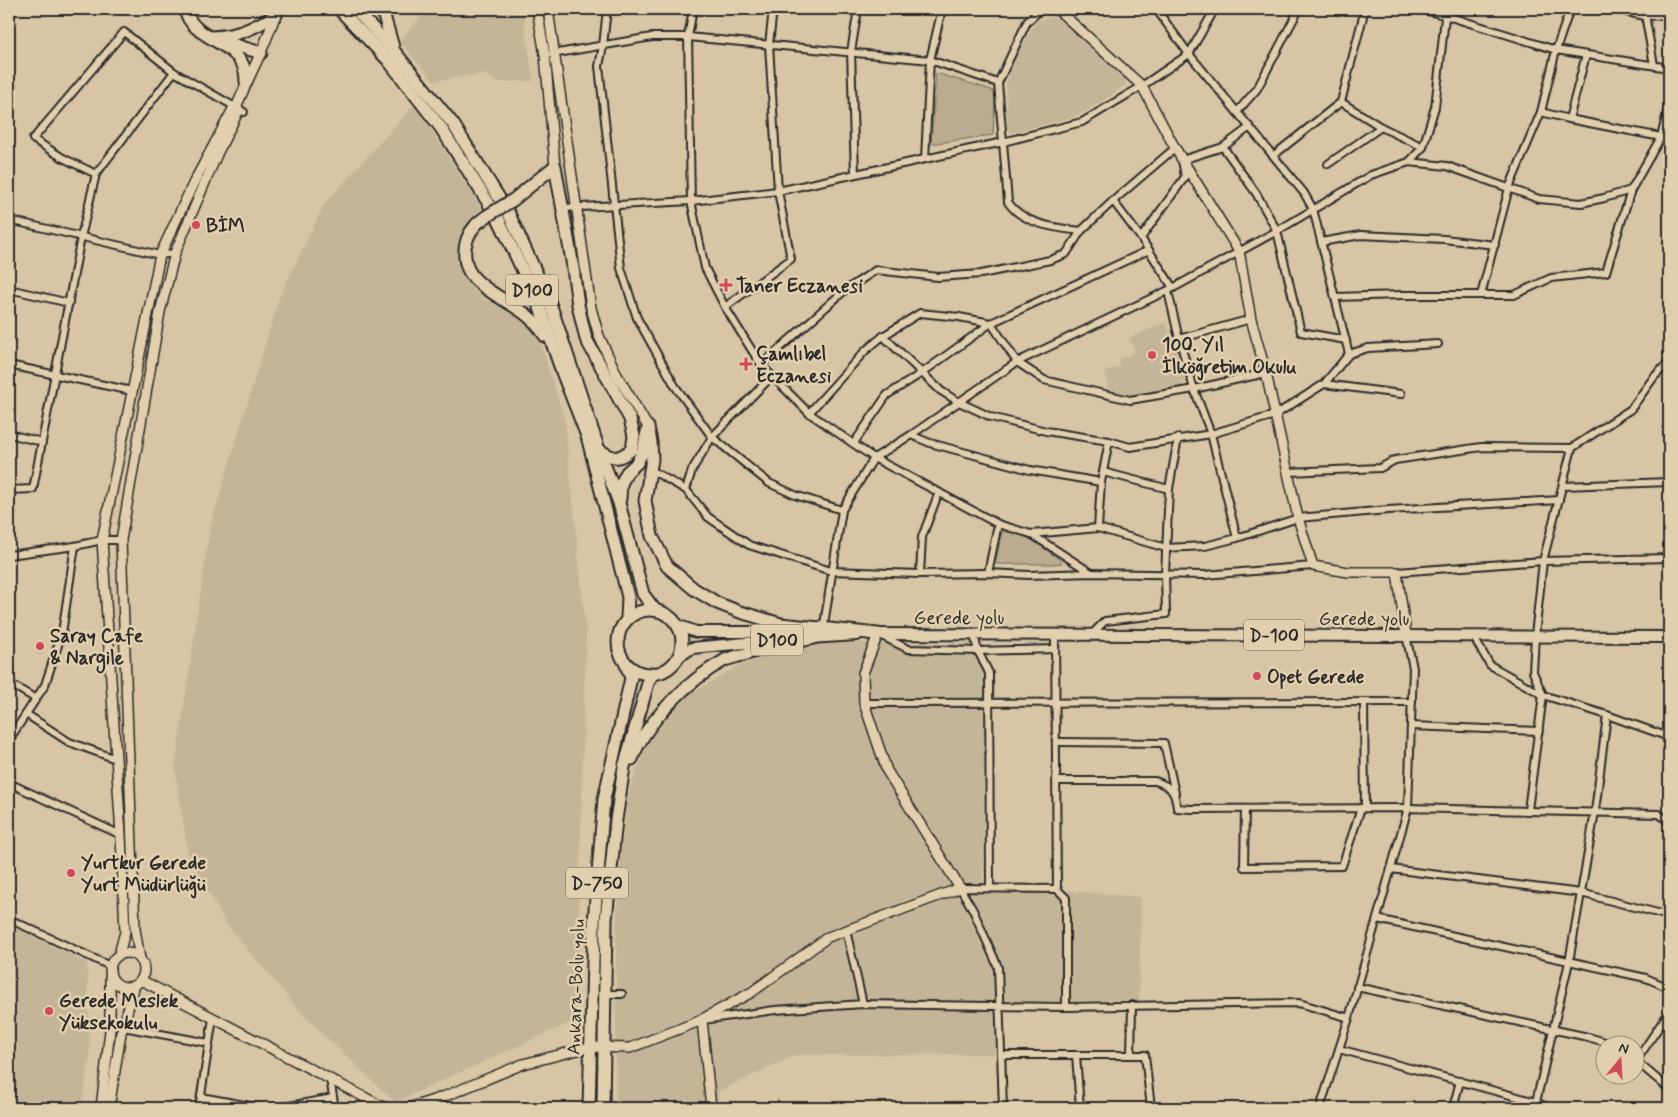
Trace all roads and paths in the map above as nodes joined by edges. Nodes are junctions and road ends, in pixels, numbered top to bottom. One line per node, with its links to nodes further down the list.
1 (12, 9): 25 (street)
2 (185, 9): 27 (highway)
3 (339, 9): 119 (highway, D100)
4 (355, 9): 32 (highway, D100)
5 (382, 9): 32 (highway)
6 (537, 9): 37 (street)
7 (548, 9): 35 (street)
8 (608, 9): 30 (street)
9 (693, 9): 28 (street)
10 (773, 9): 29 (street)
11 (858, 9): 33 (street)
12 (942, 9): 39 (street)
13 (1041, 9): 44 (street)
14 (1057, 9): 45 (street)
15 (1156, 9): 36 (street)
16 (1215, 9): 36 (street)
17 (1299, 9): 49 (street)
18 (1365, 9): 46 (street)
19 (1419, 9): 23 (street)
20 (1570, 9): 31 (street)
21 (1613, 9): 24 (street)
22 (276, 12): 27 (highway); 34 (street)
23 (1445, 12): 31 (street); 56 (street)
24 (1644, 12): 26 (street); 40 (street)
25 (9, 13)
26 (1669, 15)
27 (211, 37): 34 (highway); 43 (highway)
28 (688, 37): 29 (street); 30 (street); 70 (street)
29 (769, 45): 33 (street); 69 (street)
30 (603, 46): 35 (street); 72 (street)
31 (1556, 50): 38 (street); 50 (street)
32 (394, 51): 126 (highway, D100)
33 (851, 52): 39 (street); 66 (street)
34 (261, 53): 43 (street)
35 (555, 53): 37 (street); 74 (street)
36 (1189, 54): 45 (street); 49 (street)
37 (545, 55): 64 (street)
38 (1586, 55): 40 (street); 51 (street)
39 (930, 60): 44 (street); 60 (street)
40 (1654, 65): 41 (street)
41 (1669, 68)
42 (174, 72): 48 (street); 65 (street); 65 (street)
43 (246, 82): 48 (street)
44 (998, 82): 55 (street)
45 (1142, 86): 55 (street); 58 (street)
46 (1341, 102): 52 (street); 59 (street)
47 (1669, 105): 54 (street)
48 (238, 109): 85 (street); 86 (street)
49 (1237, 112): 53 (street)
50 (1541, 112): 51 (street); 67 (street)
51 (1569, 119): 54 (street)
52 (1381, 127): 56 (street); 63 (street)
53 (1250, 128): 57 (street); 59 (street)
54 (1661, 137): 68 (street)
55 (1003, 142): 60 (street); 77 (street)
56 (1422, 146): 62 (street)
57 (1223, 147): 61 (street); 78 (street)
58 (1176, 148): 61 (street); 71 (street)
59 (1274, 155): 75 (street)
60 (925, 158): 66 (street)
61 (1182, 160): 80 (street); 84 (street)
62 (1409, 162): 67 (street); 75 (street)
63 (1328, 164)
64 (555, 166): 73 (highway); 119 (highway, bridge)
65 (96, 174): 79 (street)
66 (855, 174): 69 (street)
67 (1509, 188): 68 (street); 82 (street)
68 (1631, 190): 89 (street)
69 (778, 191): 70 (street); 92 (street)
70 (691, 201): 72 (street); 92 (street)
71 (1113, 201): 77 (street); 80 (street)
72 (615, 205): 74 (street); 120 (street)
73 (563, 208): 74 (street); 126 (highway)
74 (577, 208): 115 (street)
75 (1313, 209): 78 (street); 81 (street)
76 (9, 220): 79 (street)
77 (1081, 231): 103 (street)
78 (1277, 231): 84 (street); 97 (street)
79 (81, 237): 86 (street); 91 (street)
80 (1141, 238): 83 (street)
81 (1321, 242): 82 (street); 90 (street)
82 (1495, 245): 89 (street)
83 (1149, 250): 88 (street); 94 (street)
84 (1239, 251): 88 (street); 93 (street)
85 (175, 253): 86 (street); 147 (street)
86 (160, 255): 110 (street)
87 (9, 289): 91 (street)
88 (1170, 290): 96 (street); 100 (street)
89 (1482, 295): 90 (street)
90 (1335, 297): 97 (street)
91 (69, 303): 106 (street)
92 (725, 307): 103 (street)
93 (1251, 318): 96 (street); 105 (street)
94 (991, 322): 95 (street); 100 (street); 104 (street)
95 (883, 336): 104 (street); 113 (street)
96 (1179, 339): 109 (street)
97 (1346, 340): 99 (street)
98 (1438, 344): 99 (street)
99 (1349, 354): 108 (street)
100 (1017, 362): 109 (street); 112 (street)
101 (1669, 362): 125 (street)
102 (9, 365): 106 (street)
103 (760, 365): 107 (street)
104 (922, 373): 112 (street); 124 (street)
105 (1266, 373): 109 (street); 114 (street)
106 (56, 375): 110 (street); 123 (street)
107 (772, 376): 113 (street); 120 (street)
108 (1324, 384): 111 (street); 114 (street)
109 (1194, 389): 117 (street)
110 (132, 391): 146 (street)
111 (1401, 394)
112 (959, 402): 118 (street); 122 (street)
113 (809, 413): 124 (street)
114 (1275, 415): 117 (street); 130 (street)
115 (648, 427): 128 (highway); 139 (highway)
116 (9, 434): 123 (street)
117 (1211, 434): 121 (street); 145 (street)
118 (911, 435): 127 (street); 131 (street)
119 (587, 436): 161 (highway, D100)
120 (712, 437): 136 (street); 140 (street)
121 (1178, 438): 122 (street); 134 (street)
122 (1109, 441): 129 (street)
123 (42, 442): 135 (street)
124 (854, 443): 127 (street)
125 (1572, 448): 130 (street); 133 (street)
126 (599, 450): 139 (highway, D100)
127 (874, 458): 137 (street); 140 (street)
128 (651, 470): 136 (street); 163 (highway)
129 (1102, 472): 131 (street); 134 (street)
130 (1288, 472): 141 (street)
131 (1101, 482): 143 (street)
132 (1669, 482): 133 (street)
133 (1563, 486): 138 (street)
134 (1169, 489): 149 (street)
135 (9, 490)
136 (686, 490): 154 (street)
137 (939, 492): 142 (street); 158 (street)
138 (1559, 500): 141 (street); 152 (street)
139 (619, 503): 160 (highway, D100)
140 (842, 510): 154 (street)
141 (1298, 518): 145 (street); 153 (street)
142 (998, 524): 144 (street); 156 (street)
143 (1098, 528): 144 (street); 149 (street)
144 (1031, 534): 157 (street)
145 (1237, 538): 149 (street)
146 (102, 540): 147 (street); 148 (street); 192 (street)
147 (121, 540): 214 (street)
148 (76, 546): 150 (street); 179 (street)
149 (1166, 548): 159 (street)
150 (9, 555)
151 (1669, 558): 152 (street)
152 (1543, 561): 155 (street); 170 (street)
153 (1313, 566): 155 (street); 159 (street)
154 (832, 571): 158 (street); 163 (street)
155 (1397, 572): 168 (street)
156 (988, 573): 157 (street); 158 (street)
157 (1092, 573): 159 (street)
158 (920, 574)
159 (1165, 574): 167 (street)
160 (655, 610): 161 (highway); 162 (highway, D100)
161 (627, 619): 175 (highway, D100)
162 (677, 625): 163 (main road, D100); 174 (highway)
163 (820, 634): 164 (highway); 174 (main road, D100); 195 (highway)
164 (878, 634): 165 (main road, Gerede yolu / D-100); 173 (street); 182 (street)
165 (974, 635): 166 (main road, Gerede yolu / D-100); 173 (street)
166 (1054, 635): 167 (main road, Gerede yolu / D-100); 172 (street)
167 (1091, 635): 168 (main road, Gerede yolu / D-100)
168 (1406, 635): 169 (main road, Gerede yolu / D-100); 181 (street)
169 (1473, 636): 170 (main road, Gerede yolu / D-100); 178 (street)
170 (1535, 636): 171 (main road, Gerede yolu / D-100); 178 (street)
171 (1669, 636)
172 (1056, 649): 173 (street); 184 (street)
173 (978, 651): 183 (street)
174 (678, 657): 176 (highway, D100)
175 (625, 662): 176 (highway); 236 (highway, Ankara-Bolu yolu / D-750)
176 (653, 674): 195 (highway, Ankara-Bolu yolu)
177 (9, 683): 179 (street)
178 (1543, 695): 186 (street); 188 (street)
179 (36, 699): 185 (street)
180 (1364, 702): 181 (street); 184 (street); 197 (street)
181 (1412, 702): 187 (street)
182 (864, 703): 183 (street); 205 (street)
183 (989, 703): 184 (street); 206 (street)
184 (1056, 703): 191 (street)
185 (26, 714): 190 (street); 192 (street)
186 (1607, 715): 189 (street); 201 (street)
187 (1411, 726): 188 (street); 198 (street)
188 (1539, 730): 200 (street)
189 (1669, 737)
190 (9, 740)
191 (1057, 742): 193 (street); 196 (street)
192 (116, 759): 203 (street)
193 (1057, 781): 196 (street); 207 (street)
194 (9, 783): 203 (street)
195 (620, 791): 221 (highway, Ankara-Bolu yolu)
196 (1175, 794): 199 (street)
197 (1363, 808): 198 (street); 199 (street); 199 (street)
198 (1408, 808): 200 (street); 204 (street)
199 (1245, 809)
200 (1528, 810): 201 (street)
201 (1595, 812): 202 (street); 208 (street)
202 (1669, 822)
203 (121, 835): 213 (street)
204 (1391, 869): 208 (street); 211 (street)
205 (960, 888): 206 (street); 212 (street); 225 (street)
206 (990, 888): 207 (street)
207 (1058, 890): 226 (street)
208 (1581, 893): 209 (street); 215 (street)
209 (1669, 916)
210 (9, 919): 216 (street)
211 (1377, 919): 215 (street); 219 (street)
212 (846, 930): 223 (street); 230 (street)
213 (119, 954): 214 (street); 216 (street)
214 (140, 959): 218 (street)
215 (1569, 962): 220 (street); 232 (street)
216 (110, 966): 217 (street)
217 (110, 977): 218 (street); 249 (street)
218 (138, 982): 228 (street); 231 (street)
219 (1357, 987): 229 (street); 232 (street)
220 (1669, 988)
221 (604, 994): 222 (street); 237 (highway, Ankara-Bolu yolu)
222 (622, 994)
223 (864, 1004): 225 (street); 230 (street)
224 (1132, 1005): 226 (street); 229 (street); 241 (street)
225 (1000, 1006): 226 (street); 239 (street)
226 (1066, 1007)
227 (1669, 1012): 235 (street)
228 (213, 1018): 234 (street); 243 (street)
229 (1349, 1018): 238 (street)
230 (702, 1020): 237 (street); 259 (street)
231 (123, 1028): 234 (street); 250 (street)
232 (1553, 1030): 233 (street); 248 (street)
233 (1596, 1039)
234 (209, 1043): 246 (street)
235 (1646, 1046)
236 (590, 1047): 237 (street); 256 (street); 257 (highway, Ankara-Bolu yolu / D-750)
237 (603, 1048): 258 (highway, Ankara-Bolu yolu)
238 (1339, 1049): 244 (street); 263 (street)
239 (1002, 1055): 240 (street); 260 (street)
240 (1076, 1055): 241 (street); 261 (street)
241 (1132, 1055): 262 (street)
242 (1646, 1069): 245 (street)
243 (330, 1079): 247 (street); 255 (street)
244 (1460, 1081): 248 (street); 264 (street)
245 (1669, 1089)
246 (201, 1097): 251 (street); 252 (street)
247 (333, 1098): 253 (street); 254 (street)
248 (1536, 1102): 265 (street)
249 (101, 1108)
250 (109, 1108)
251 (199, 1108)
252 (262, 1108)
253 (278, 1108)
254 (335, 1108)
255 (385, 1108)
256 (409, 1108)
257 (589, 1108)
258 (603, 1108)
259 (711, 1108)
260 (1003, 1108)
261 (1080, 1108)
262 (1151, 1108)
263 (1320, 1108)
264 (1452, 1108)
265 (1549, 1108)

■ Work instruction
Across the material above, how many lines include the string "road"? Only the number is wanted.

■ Answer to this task
10